Annika Reich hat Orwa Saleh fünf Fragen gestellt:
Annika Reich: Du spielst die Oud. Was bedeutet dieses Instrument für dich? Und wie definierst du die Rolle der Oud für die Musikgeschichte neu?
Orwa Saleh: Meine Beziehung zur Oud ist eine sehr alte. Ich lernte Oud zu spielen, als ich acht Jahre alt war, weil das der Wunsch meine Mutter war. Alle meine Geschwister lernten ein Musikinstrument. Meine zwei Schwestern spielten westlich-klassische Instrumente und mein Bruder und ich orientalisch-klassische. Jeder meiner Geschwister liebte sein Instrument, nur ich nicht. Ich hasste die Oud, ich wollte ein Rock-Star sein. Mein Bruder und meine ältere Schwester hörten irgendwann auf mit der Musik, meine andere Schwester wechselte ihr Instrument und ich blieb bei der Oud.

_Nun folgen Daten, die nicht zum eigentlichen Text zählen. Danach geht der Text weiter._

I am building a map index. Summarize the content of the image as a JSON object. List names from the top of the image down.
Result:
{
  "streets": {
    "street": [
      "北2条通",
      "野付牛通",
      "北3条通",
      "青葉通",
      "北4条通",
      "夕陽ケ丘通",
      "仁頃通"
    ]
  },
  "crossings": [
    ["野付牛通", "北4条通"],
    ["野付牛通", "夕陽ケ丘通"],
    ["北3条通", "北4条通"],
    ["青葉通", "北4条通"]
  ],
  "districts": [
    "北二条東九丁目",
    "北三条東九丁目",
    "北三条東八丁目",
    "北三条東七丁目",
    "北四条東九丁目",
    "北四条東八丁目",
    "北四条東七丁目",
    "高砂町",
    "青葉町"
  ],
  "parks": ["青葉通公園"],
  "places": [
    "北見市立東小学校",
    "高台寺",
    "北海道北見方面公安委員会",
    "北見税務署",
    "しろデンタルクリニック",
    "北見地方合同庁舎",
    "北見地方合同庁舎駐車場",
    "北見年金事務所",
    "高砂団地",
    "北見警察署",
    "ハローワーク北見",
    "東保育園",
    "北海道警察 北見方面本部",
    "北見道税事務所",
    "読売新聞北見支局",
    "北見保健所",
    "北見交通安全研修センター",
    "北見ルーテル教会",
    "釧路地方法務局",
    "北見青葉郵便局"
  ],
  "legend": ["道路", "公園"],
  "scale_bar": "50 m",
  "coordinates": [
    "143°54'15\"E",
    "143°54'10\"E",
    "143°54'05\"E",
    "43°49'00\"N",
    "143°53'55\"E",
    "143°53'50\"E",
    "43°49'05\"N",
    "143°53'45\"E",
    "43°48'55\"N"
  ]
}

Nach meinem Musikstudium und jahrelanger Konzerterfahrung änderte sich meine Beziehung zur Oud. Ich fühlte mich verloren. Ich war zwar ein exzellenter Oud-Spieler der in unterschiedlichen Formationen spielen konnte, doch hatte ich das Gefühl, nicht ich selbst sein zu können. Als ich aufhörte, anderen nachzueifern, fand ich mich doch noch selbst: in einer Mischung aus orientalischem Sound und Rock. Ich schloss Frieden mit der Oud, und die Oud schloß Frieden mit mir. So konnte ich andere Elemente und Seiten der Oud präsentieren.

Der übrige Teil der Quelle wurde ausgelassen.